Collected data entries:
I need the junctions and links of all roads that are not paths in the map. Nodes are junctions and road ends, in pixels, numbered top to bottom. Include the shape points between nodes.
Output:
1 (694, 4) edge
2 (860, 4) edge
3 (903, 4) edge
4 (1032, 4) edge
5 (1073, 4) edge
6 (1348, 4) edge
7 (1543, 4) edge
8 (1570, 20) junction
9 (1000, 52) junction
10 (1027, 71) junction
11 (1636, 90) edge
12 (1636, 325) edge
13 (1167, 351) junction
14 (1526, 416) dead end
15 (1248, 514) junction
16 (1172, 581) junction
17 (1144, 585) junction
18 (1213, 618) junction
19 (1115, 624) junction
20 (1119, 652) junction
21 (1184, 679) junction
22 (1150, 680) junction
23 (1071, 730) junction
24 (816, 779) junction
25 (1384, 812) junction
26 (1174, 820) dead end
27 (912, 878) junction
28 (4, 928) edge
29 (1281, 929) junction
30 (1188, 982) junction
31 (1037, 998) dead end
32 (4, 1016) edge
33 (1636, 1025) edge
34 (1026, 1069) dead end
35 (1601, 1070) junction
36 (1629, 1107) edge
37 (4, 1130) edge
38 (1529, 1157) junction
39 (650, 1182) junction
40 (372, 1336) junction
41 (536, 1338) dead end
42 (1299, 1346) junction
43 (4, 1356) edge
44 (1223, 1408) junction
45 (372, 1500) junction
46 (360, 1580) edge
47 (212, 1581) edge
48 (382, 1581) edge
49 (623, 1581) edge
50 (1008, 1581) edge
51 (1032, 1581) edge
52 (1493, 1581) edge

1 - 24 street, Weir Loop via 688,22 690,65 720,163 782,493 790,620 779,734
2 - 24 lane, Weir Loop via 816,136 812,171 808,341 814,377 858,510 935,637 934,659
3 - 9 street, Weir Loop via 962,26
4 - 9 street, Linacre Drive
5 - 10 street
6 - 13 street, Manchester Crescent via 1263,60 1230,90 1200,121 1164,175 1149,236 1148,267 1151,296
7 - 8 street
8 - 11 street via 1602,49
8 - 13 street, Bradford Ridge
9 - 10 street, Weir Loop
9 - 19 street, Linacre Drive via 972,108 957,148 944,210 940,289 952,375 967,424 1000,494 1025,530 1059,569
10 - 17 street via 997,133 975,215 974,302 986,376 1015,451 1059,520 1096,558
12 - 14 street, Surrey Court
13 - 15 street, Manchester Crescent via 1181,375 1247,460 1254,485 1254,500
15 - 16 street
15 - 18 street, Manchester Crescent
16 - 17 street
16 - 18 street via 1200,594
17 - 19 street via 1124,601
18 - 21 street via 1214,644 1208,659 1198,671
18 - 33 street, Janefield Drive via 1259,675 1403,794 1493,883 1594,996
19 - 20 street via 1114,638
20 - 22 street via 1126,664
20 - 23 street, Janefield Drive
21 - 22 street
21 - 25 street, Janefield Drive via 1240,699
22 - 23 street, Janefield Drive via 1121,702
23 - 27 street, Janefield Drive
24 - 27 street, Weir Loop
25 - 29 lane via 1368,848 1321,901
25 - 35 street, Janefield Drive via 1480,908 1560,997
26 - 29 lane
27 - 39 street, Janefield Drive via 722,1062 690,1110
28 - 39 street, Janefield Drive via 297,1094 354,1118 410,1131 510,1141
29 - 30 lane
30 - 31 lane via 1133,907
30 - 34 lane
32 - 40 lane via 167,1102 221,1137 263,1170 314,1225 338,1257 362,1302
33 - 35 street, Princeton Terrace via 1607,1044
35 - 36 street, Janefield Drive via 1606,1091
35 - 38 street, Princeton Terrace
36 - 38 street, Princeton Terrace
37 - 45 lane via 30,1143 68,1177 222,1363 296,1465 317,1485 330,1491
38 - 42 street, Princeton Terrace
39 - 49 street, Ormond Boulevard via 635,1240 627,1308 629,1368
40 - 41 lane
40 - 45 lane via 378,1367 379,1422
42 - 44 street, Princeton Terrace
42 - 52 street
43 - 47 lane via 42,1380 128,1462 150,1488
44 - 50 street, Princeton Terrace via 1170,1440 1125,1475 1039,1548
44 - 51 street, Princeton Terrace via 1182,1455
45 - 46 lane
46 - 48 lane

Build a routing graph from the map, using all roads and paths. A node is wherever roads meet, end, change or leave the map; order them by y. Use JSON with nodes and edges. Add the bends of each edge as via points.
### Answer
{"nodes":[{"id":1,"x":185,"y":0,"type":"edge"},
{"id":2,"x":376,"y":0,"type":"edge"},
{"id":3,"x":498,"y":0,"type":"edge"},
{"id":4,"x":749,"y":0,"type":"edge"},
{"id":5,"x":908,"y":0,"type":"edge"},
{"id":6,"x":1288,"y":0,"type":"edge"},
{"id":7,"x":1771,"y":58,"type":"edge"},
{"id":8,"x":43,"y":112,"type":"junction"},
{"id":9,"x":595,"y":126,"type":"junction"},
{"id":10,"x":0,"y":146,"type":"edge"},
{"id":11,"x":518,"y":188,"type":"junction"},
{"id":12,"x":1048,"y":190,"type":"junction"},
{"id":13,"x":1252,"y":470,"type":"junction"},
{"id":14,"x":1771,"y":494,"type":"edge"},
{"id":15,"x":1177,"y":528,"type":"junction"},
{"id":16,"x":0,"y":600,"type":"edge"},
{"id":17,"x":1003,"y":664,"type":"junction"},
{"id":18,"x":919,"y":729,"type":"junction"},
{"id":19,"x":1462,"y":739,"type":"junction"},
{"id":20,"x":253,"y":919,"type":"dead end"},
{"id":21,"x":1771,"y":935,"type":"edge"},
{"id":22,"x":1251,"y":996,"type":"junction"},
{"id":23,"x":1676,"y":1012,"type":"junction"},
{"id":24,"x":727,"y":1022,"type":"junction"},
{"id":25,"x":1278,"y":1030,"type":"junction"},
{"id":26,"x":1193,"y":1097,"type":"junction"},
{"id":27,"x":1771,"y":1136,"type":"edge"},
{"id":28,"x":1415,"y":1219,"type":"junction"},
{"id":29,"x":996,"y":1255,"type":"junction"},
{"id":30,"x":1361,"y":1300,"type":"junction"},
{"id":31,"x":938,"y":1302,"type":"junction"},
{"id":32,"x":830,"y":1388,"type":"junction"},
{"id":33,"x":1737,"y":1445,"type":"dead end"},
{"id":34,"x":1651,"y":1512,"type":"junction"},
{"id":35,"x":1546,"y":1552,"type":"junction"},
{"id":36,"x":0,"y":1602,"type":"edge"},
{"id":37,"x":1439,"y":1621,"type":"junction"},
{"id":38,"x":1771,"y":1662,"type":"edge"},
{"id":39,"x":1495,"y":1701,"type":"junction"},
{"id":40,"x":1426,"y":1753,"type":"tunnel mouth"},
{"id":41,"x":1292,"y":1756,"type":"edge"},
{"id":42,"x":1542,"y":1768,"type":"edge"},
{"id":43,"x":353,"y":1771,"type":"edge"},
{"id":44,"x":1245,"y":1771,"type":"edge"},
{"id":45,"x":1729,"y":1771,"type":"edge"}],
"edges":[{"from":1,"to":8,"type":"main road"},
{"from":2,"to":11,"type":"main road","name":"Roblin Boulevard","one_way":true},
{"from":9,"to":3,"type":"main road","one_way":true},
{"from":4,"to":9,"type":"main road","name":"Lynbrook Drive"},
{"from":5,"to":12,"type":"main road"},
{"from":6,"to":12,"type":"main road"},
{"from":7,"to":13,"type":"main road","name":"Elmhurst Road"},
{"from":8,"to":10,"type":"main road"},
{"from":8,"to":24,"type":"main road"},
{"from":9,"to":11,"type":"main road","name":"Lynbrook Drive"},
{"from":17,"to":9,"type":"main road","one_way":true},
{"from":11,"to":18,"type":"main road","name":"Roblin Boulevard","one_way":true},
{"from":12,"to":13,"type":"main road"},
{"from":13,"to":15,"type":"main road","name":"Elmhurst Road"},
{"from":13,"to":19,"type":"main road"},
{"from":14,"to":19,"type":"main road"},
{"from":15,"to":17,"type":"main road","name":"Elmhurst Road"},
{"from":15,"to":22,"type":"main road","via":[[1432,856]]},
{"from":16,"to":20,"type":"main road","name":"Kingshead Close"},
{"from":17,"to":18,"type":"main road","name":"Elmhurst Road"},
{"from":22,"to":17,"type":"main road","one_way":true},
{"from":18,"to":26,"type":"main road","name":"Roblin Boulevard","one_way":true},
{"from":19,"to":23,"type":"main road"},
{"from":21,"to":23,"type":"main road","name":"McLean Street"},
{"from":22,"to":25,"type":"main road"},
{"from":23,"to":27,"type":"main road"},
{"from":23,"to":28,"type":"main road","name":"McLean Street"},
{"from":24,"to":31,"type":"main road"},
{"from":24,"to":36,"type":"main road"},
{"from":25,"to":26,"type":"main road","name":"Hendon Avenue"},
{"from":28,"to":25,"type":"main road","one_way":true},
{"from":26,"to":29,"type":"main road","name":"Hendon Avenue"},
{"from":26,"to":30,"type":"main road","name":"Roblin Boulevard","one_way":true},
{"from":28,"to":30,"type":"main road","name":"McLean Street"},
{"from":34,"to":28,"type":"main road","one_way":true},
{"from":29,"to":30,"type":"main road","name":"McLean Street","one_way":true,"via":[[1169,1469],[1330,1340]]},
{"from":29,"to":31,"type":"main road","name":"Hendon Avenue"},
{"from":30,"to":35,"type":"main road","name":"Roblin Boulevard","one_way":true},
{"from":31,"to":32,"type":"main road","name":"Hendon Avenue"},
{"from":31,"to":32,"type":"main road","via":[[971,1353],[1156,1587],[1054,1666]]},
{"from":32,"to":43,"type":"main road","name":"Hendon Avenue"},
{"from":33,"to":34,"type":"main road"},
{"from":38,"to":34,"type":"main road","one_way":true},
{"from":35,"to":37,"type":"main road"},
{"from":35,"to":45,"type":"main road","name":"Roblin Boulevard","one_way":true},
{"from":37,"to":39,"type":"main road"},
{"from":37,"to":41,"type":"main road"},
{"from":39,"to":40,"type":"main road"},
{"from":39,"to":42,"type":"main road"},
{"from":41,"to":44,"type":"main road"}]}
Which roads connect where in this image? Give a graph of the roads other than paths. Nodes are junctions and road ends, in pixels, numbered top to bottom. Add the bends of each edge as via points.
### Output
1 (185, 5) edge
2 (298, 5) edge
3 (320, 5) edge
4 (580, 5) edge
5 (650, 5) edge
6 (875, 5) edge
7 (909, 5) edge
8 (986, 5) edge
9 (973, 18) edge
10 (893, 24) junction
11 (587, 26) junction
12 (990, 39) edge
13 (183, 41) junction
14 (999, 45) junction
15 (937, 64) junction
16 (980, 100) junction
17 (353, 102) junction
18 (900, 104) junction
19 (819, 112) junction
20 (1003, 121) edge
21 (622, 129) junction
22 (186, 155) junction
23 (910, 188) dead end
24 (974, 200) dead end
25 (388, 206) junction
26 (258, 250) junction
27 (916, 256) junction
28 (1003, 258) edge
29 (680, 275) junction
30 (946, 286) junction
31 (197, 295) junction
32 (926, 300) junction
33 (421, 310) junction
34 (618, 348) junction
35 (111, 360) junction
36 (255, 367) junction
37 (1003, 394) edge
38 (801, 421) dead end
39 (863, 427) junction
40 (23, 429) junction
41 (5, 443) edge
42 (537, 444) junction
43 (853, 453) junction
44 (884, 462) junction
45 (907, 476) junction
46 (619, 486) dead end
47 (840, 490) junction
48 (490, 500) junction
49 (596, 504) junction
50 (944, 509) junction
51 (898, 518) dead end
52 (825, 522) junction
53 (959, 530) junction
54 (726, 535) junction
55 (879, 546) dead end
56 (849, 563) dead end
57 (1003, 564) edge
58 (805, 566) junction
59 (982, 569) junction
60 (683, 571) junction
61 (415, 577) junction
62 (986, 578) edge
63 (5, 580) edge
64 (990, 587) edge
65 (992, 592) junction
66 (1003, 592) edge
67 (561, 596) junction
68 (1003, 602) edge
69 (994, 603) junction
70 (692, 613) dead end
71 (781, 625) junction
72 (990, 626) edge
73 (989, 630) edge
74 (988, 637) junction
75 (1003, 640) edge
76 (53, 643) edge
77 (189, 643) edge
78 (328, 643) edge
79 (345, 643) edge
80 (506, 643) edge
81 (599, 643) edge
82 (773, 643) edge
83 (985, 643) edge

> [WORK ORDER] All of the lines above that carry the string "Terrace" need to be found and copied.

> [ANSWER SPACE]
33 - 35 street, Princeton Terrace via 1607,1044
35 - 38 street, Princeton Terrace
36 - 38 street, Princeton Terrace
38 - 42 street, Princeton Terrace
42 - 44 street, Princeton Terrace
44 - 50 street, Princeton Terrace via 1170,1440 1125,1475 1039,1548
44 - 51 street, Princeton Terrace via 1182,1455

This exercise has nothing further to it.